Danish lawmakers on Sunday agreed to allocate an additional 12.8 billion crowns ($2.14 billion) to military spending over the next six years, citing Russia as one of the major threats to its security. Under the agreement, proposed in October last year, NATO-member Denmark will also establish a 4,000-member army brigade focused on the Baltic Sea.
By 2023, military spending will be 20 percent above current levels. For 2018, parliament has earlier agreed to military spending of 22 billion crowns. "The threat from Russia is real and increasing, so we must show determination to defence - and we are determined," Prime Minister Lars Lokke Rasmussen said in a statement.
In 2016, Russia moved nuclear-capable Iskander-M missiles to its enclave of Kaliningrad on the Baltic Sea and deployed its S-400 air missile defence system there.
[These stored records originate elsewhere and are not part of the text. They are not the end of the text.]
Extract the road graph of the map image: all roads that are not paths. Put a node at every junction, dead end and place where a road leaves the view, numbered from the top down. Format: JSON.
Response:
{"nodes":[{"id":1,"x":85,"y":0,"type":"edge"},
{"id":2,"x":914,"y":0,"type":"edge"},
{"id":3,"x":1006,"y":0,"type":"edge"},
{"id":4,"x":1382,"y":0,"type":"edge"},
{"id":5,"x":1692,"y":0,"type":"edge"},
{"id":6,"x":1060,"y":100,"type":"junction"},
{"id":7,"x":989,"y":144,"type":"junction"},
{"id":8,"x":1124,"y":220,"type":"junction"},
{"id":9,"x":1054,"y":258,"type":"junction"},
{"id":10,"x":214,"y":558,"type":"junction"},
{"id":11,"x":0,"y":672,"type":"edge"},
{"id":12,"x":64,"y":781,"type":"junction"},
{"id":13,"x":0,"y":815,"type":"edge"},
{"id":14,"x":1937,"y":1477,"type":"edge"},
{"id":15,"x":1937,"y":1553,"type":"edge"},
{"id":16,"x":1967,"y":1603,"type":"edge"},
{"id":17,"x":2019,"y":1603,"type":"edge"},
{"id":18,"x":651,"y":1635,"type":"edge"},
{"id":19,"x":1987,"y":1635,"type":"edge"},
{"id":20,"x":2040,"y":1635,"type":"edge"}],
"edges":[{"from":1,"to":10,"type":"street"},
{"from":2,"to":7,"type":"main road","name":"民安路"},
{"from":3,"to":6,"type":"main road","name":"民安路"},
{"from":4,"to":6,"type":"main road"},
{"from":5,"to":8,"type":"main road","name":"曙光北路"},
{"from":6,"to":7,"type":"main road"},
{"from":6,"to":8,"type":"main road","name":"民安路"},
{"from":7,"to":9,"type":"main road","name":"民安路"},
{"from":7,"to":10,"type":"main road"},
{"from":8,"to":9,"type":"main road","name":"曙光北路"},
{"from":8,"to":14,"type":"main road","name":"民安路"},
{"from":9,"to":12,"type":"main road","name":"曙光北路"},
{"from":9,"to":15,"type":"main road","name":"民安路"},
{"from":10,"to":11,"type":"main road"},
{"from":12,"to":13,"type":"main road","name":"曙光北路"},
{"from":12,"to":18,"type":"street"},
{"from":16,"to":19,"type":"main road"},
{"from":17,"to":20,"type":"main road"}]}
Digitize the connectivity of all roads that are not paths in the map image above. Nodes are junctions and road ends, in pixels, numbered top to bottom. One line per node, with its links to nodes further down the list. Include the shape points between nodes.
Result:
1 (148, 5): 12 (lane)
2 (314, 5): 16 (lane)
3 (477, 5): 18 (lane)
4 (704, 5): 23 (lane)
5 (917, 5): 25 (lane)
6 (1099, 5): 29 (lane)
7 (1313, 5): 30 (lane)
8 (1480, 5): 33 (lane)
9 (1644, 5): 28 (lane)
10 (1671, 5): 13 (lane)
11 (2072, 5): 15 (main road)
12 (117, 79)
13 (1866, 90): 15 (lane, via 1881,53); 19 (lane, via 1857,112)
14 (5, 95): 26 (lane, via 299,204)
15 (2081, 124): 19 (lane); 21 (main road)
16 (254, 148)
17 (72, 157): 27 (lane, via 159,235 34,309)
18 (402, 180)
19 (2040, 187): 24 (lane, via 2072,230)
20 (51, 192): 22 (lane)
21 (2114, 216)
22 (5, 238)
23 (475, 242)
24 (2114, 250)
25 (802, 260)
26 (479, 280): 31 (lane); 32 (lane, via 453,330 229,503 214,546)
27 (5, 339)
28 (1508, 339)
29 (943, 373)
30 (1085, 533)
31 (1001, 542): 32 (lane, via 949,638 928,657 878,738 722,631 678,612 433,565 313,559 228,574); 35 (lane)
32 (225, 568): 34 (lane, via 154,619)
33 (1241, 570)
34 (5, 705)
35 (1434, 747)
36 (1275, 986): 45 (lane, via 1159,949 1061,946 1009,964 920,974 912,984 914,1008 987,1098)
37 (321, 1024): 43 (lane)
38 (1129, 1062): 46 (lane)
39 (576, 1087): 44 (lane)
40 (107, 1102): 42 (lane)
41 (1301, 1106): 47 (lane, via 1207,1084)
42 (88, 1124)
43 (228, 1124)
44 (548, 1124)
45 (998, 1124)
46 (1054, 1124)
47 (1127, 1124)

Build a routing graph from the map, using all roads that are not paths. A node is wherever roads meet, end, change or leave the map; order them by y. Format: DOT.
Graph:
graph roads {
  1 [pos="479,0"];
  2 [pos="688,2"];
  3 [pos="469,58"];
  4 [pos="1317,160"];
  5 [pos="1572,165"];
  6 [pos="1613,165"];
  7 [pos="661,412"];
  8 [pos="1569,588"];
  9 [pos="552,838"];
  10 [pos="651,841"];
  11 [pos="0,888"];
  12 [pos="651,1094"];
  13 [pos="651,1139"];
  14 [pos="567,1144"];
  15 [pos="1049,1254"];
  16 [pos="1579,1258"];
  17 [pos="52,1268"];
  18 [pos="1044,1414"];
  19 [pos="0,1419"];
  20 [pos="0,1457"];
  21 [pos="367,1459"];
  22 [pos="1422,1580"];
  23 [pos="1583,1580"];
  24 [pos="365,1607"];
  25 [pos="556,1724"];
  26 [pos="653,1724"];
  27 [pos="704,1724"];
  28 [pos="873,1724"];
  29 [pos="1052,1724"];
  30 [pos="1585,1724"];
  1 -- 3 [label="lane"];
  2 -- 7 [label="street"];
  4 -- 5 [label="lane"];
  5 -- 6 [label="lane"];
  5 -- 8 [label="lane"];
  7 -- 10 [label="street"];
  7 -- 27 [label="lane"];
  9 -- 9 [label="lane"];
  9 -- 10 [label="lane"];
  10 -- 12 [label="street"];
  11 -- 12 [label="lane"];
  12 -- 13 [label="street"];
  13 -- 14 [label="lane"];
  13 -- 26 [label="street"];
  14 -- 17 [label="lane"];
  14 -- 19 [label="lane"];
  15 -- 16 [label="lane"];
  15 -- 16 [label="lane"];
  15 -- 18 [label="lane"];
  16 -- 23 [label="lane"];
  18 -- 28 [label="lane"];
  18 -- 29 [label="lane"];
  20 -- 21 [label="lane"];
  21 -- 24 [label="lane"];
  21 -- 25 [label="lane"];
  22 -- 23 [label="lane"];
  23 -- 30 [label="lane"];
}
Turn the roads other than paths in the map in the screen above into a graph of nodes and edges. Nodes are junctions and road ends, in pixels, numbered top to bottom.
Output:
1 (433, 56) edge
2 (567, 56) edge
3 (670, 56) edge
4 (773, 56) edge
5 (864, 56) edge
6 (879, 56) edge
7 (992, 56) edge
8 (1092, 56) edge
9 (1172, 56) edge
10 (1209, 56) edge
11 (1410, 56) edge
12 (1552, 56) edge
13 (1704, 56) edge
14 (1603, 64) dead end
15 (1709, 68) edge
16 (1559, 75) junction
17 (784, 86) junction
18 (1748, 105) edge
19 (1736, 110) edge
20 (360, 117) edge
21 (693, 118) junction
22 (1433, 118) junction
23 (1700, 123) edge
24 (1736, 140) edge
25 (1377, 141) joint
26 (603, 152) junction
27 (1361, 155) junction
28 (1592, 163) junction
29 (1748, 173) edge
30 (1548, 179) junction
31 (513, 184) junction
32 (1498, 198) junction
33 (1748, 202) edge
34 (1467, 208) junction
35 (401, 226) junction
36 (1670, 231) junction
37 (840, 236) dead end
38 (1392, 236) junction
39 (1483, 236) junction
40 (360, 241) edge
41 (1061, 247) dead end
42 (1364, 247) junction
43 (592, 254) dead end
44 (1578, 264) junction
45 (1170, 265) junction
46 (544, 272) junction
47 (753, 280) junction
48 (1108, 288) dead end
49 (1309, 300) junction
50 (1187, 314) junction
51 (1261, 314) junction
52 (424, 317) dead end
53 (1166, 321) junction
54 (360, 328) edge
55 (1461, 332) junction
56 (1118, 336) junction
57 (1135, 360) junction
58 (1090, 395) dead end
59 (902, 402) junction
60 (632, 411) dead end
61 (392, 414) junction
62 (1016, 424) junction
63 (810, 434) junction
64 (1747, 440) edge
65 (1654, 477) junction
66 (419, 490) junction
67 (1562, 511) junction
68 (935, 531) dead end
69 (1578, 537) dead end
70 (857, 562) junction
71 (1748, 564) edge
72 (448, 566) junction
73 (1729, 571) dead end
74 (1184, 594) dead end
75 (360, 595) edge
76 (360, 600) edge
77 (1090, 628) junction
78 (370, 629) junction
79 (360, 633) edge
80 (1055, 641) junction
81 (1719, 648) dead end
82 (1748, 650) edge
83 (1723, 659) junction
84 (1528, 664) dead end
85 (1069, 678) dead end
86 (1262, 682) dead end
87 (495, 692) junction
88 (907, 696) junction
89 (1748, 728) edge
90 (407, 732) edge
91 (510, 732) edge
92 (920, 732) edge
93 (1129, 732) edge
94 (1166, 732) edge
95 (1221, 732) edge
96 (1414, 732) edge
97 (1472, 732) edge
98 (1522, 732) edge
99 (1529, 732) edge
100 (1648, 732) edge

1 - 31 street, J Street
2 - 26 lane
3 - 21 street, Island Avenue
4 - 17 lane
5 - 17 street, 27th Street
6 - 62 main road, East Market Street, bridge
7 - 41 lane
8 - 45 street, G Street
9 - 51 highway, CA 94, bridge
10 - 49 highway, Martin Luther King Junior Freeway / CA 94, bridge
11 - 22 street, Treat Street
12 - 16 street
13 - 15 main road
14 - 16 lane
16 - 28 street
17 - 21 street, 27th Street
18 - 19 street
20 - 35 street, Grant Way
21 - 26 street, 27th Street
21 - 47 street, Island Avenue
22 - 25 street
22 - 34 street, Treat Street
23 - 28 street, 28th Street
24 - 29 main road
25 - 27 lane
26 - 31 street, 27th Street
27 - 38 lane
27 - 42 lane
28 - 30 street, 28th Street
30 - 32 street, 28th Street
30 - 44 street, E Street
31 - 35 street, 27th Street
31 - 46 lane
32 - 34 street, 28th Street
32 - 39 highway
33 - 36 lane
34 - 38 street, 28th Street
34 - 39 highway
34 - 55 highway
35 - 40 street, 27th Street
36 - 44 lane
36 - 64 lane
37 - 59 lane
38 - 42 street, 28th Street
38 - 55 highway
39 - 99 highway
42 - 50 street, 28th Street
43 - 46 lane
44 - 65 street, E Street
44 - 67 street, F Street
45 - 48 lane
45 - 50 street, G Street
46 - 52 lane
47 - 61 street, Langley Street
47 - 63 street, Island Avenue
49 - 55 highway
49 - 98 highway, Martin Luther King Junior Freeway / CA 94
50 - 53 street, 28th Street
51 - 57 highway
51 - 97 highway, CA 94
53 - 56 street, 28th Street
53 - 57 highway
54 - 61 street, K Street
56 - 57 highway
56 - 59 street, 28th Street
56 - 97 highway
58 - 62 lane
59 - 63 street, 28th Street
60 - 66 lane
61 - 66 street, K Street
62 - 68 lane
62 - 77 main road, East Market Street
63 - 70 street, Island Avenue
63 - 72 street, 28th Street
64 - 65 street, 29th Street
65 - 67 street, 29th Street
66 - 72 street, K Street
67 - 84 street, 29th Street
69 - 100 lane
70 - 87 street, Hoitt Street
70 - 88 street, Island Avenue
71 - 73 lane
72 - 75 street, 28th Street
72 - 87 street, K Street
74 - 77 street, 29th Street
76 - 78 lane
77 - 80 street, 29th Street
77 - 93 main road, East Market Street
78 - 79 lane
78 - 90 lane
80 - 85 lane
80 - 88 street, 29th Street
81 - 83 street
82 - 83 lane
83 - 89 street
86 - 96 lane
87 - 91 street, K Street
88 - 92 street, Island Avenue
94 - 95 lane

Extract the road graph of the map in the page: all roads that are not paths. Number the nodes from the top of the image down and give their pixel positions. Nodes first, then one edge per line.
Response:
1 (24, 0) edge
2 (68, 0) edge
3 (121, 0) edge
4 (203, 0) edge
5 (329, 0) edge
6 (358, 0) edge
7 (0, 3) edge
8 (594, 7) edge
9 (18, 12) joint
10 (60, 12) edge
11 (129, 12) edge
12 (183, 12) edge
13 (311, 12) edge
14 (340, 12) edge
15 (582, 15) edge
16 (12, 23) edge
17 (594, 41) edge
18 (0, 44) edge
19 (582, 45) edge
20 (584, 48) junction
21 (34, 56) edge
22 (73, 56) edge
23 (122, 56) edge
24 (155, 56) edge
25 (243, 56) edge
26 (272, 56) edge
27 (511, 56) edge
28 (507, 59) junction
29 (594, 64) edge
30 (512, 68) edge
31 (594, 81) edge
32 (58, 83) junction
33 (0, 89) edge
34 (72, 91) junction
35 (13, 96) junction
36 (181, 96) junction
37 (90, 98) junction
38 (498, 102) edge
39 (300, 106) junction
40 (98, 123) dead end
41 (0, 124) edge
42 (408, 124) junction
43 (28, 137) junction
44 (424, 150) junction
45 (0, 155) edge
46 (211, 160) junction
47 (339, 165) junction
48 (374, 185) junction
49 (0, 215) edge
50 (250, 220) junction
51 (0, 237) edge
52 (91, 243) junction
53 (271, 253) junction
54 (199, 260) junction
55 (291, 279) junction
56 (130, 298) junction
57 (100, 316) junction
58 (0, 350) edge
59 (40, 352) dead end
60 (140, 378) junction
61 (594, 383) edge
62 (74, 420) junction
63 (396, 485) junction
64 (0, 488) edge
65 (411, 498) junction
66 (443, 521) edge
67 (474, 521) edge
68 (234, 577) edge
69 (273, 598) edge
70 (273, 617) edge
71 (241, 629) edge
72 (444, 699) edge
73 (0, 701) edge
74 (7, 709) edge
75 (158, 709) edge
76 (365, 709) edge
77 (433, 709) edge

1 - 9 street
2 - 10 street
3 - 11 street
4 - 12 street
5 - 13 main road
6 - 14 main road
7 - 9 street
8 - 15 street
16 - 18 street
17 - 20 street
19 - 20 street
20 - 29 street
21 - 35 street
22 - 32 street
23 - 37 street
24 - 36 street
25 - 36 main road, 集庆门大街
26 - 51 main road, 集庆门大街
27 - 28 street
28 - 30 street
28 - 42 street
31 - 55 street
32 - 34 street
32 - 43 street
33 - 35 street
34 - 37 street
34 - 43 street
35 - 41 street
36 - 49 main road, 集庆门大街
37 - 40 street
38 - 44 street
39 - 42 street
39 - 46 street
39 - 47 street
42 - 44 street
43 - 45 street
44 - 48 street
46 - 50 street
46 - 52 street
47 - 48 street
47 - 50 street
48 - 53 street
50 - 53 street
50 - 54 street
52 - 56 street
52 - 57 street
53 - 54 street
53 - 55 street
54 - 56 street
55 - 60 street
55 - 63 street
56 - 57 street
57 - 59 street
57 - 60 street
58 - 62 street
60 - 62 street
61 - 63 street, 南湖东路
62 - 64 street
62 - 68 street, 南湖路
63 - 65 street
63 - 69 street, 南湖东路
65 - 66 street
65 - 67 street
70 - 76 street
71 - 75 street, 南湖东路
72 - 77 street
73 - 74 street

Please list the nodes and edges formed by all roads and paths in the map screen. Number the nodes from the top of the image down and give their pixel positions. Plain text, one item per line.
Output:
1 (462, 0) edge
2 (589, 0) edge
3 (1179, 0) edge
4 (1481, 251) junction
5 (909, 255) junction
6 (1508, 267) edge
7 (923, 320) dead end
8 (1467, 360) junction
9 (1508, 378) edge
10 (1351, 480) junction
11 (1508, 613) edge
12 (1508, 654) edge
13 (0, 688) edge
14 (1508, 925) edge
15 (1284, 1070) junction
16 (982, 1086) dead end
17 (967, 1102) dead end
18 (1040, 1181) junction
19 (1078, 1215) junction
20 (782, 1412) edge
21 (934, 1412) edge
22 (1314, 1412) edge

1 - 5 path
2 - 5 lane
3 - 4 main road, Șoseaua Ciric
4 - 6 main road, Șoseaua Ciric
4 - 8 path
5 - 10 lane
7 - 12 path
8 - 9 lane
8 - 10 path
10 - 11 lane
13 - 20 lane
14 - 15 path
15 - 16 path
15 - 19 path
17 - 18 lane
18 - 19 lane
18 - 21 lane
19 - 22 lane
In April the same year Denmark said Russia had hacked its defence computer network and gained access to employees' emails in 2015 and 2016.
Denmark, which spent around 1.2 percent of its gross domestic product on its military in 2016, will still not after the increase meet a NATO defence spending target of 2 percent of the gross domestic product. In a separate statement, Foreign Minister Anders Samuelsen cited Denmark's other security concerns. "The international threat picture is very serious. A more assertive Russia close to NATO's borders, terrorism, cyber threats and irregular migrant flows are all things we need to deal with."